Baca juga: Angin Kencang dan Hujan Lebat Disertai Es di Banyuwangi, Puluhan Rumah Rusak
Iwan mengatakan, hal itu membuat sebagian besar Sekolah Menengah Pertama (SMP) sederajat di Banyuwangi tidak lagi mengajarkan muatan lokal Bahasa Osing.
Saat ini hanya sebagian Sekolah Dasar (SD) sederajat yang tetap mengajarkan mata pelajaran Bahasa Osing kepada siswanya.
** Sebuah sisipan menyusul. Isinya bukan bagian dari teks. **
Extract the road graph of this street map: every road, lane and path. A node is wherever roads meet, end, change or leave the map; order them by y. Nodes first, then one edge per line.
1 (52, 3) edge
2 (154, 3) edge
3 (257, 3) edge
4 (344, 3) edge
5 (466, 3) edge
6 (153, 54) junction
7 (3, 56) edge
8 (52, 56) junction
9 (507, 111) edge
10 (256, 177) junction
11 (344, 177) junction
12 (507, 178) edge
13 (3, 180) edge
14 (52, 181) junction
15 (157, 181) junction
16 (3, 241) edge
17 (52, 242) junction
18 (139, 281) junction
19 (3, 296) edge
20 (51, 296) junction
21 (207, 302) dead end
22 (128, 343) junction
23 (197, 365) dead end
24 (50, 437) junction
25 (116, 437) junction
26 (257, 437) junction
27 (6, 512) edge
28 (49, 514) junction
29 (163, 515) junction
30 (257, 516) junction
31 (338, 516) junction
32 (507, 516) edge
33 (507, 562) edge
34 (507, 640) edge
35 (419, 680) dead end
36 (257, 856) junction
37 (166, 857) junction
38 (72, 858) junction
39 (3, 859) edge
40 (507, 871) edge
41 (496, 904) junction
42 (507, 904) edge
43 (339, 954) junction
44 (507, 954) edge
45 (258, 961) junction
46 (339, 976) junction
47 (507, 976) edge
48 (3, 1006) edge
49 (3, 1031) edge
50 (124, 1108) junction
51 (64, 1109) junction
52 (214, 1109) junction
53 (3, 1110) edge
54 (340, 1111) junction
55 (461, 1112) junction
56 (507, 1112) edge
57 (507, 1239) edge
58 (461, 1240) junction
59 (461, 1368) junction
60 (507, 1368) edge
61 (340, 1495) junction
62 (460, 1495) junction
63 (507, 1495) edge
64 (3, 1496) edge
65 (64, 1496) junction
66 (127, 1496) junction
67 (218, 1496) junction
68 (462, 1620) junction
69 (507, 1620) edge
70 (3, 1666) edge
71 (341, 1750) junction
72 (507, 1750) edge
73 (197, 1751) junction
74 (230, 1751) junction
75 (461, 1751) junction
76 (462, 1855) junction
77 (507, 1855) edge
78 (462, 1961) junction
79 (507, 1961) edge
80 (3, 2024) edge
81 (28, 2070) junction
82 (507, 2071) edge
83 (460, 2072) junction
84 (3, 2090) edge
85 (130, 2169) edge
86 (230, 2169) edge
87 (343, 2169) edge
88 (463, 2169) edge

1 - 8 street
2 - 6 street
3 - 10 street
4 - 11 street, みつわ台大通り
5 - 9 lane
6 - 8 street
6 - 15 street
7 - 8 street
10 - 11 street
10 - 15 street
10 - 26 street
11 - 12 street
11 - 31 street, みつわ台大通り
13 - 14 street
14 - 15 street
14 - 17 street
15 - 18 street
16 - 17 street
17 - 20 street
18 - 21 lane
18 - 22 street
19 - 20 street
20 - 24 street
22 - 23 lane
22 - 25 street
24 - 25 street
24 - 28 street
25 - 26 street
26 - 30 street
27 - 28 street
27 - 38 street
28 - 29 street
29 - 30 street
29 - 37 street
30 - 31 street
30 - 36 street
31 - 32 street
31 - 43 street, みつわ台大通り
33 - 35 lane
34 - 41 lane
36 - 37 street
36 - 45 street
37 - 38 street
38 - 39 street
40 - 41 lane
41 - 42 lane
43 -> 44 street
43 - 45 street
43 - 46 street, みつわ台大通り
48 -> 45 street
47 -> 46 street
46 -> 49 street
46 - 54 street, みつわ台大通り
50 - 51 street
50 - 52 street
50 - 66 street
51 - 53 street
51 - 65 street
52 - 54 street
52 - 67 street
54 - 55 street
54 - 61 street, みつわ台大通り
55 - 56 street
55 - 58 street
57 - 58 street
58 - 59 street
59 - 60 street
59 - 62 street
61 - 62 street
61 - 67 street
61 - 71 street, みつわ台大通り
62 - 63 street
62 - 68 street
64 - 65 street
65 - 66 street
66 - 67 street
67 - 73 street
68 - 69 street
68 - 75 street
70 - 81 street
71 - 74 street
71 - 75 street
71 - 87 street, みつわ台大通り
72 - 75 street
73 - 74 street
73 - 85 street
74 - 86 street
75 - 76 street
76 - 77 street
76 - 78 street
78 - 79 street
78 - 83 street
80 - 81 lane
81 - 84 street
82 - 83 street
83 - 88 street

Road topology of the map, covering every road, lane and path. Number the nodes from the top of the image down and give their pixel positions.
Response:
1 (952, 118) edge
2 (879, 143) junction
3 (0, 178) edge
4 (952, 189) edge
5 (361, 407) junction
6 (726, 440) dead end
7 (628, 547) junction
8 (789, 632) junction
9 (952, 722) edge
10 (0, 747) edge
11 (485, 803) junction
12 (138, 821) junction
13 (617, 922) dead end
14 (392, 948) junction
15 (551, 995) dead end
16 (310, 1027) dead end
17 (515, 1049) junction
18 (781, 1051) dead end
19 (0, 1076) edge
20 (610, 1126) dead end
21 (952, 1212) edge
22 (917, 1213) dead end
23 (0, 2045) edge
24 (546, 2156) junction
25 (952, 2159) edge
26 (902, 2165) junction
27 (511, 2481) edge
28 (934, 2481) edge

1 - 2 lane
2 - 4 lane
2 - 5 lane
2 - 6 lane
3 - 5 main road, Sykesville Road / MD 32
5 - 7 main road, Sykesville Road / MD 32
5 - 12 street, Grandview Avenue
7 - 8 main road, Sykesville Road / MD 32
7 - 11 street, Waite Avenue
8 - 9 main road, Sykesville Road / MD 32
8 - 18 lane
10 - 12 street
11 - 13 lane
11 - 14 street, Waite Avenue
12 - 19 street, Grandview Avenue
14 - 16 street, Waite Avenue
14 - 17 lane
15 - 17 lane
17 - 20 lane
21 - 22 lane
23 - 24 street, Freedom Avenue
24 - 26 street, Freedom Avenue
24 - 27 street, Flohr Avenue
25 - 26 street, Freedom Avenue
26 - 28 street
Sekolah tersebut mengajarkan Bahasa Osing untuk siswa kelas 4, 5 dan 6.
Berharap pada Perda
Karena itu, Raperda yang akan dibahas itu diharapkan mampu mengatasi kurangnya tenaga guru serta mendorong sekolah memasukkan mata pelajaran Bahasa Osing. Tidak hanya itu, keberadaan Perda juga diharapkan dapat merevitalisasi dan menguatkan penggunaan Bahasa Osing dalam kehidupan sehari-hari.
"Pengajaran Bahasa Osing di sekolah, selama ini cenderung lebih ke tulis. Tapi pengajaran bahasa itu kan tidak hanya menulis tetapi juga lisan. Saya kira Dinas Pendidikan sudah punya perangkat yang cukup baik untuk menyusun kurikulum," kata Iwan.
Selain Perda, Iwan menyebut ada berbagai cara untuk menguatkan penggunaan Bahasa Osing. Salah satunya adalah melalui lagu-lagu berbahasa Osing yang populer. Nama Banyuwangi yang semakin dikenal juga diharapkan mampu memperkuat penggunaan Bahasa Osing.
Iwan mengatakan, sebenarnya sudah ada Perda yang mengatur tentang pelestarian warisan budaya. Yakni Perda nomor 14 Tahun 2017 tentang pelestarian warisan budaya dan adat istiadat di Banyuwangi.